Decentralized social network and protocol

pump.io is an implementation of a social networking service built on a common communication protocol that can be used in a federated social network. Started by Evan Prodromou, it is a follow-up to his previous microblogging software StatusNet (later merged into GNU social) and its OStatus protocol. It is designed to be more lightweight and usable for general activity streams instead of the predecessor's focus on microblogging timelines.

Development of the software started in September 2011, with an initial version being released on October 3, 2012. identi.ca, the largest StatusNet instance at the time (which was also ran by Prodromou), converted to pump.io in June 2013.

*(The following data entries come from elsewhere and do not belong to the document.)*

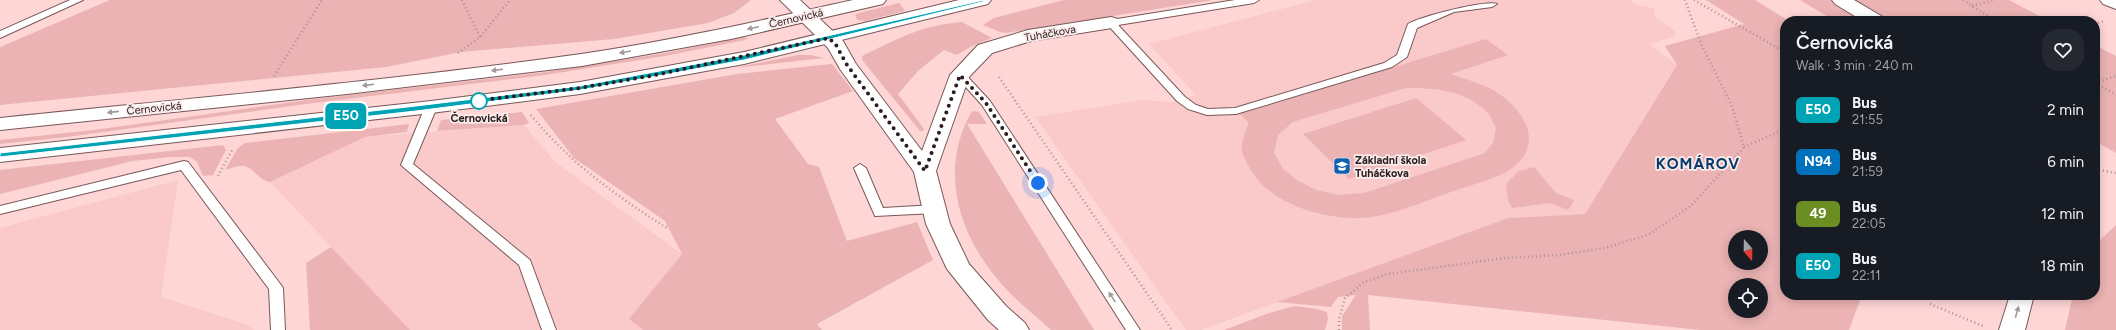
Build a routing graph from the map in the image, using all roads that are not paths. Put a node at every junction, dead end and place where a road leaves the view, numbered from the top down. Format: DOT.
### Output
graph roads {
  1 [pos="78,0"];
  2 [pos="789,0"];
  3 [pos="877,0"];
  4 [pos="982,0"];
  5 [pos="1254,0"];
  6 [pos="1841,0"];
  7 [pos="2109,0"];
  8 [pos="1492,4"];
  9 [pos="2116,4"];
  10 [pos="1868,16"];
  11 [pos="809,20"];
  12 [pos="1111,23"];
  13 [pos="0,35"];
  14 [pos="829,38"];
  15 [pos="960,75"];
  16 [pos="431,107"];
  17 [pos="0,124"];
  18 [pos="0,155"];
  19 [pos="860,168"];
  20 [pos="925,171"];
  21 [pos="935,209"];
  22 [pos="0,210"];
  23 [pos="2021,300"];
  24 [pos="278,330"];
  25 [pos="549,330"];
  26 [pos="1016,330"];
  27 [pos="1133,330"];
  28 [pos="2012,330"];
  1 -- 13 [label="lane"];
  2 -- 11 [label="main road"];
  3 -- 11 [label="main road, Černovická"];
  4 -- 14 [label="main road"];
  5 -- 12 [label="lane, Tuháčkova"];
  6 -- 10 [label="main road"];
  7 -- 9 [label="main road"];
  8 -- 12 [label="lane"];
  11 -- 14 [label="main road"];
  11 -- 17 [label="main road, Černovická, one-way"];
  12 -- 15 [label="main road, Tuháčkova"];
  14 -- 16 [label="main road"];
  14 -- 20 [label="main road"];
  15 -- 20 [label="main road, Tuháčkova"];
  27 -- 15 [label="lane, one-way"];
  16 -- 18 [label="main road"];
  16 -- 25 [label="lane"];
  19 -- 21 [label="lane"];
  20 -- 21 [label="main road"];
  21 -- 26 [label="main road"];
  22 -- 24 [label="lane"];
  28 -- 23 [label="main road, one-way"];
}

While never becoming as popular as its predecessor, the ActivityPump protocol that was designed for it was later used as a template for the creation and standardization of the ActivityPub standard, and development of pump.io has since been discontinued, with the latest version of the engine being released in 2020 and further development concluding by 2022.

== Technology ==
Pump.io is written in Node.js and uses Activity Streams as the format for commands and to transfer data via a simple REST inbox API. The software package also uses a NoSQL database such as MongoDB or Redis, and requires GraphicsMagick for uploading media.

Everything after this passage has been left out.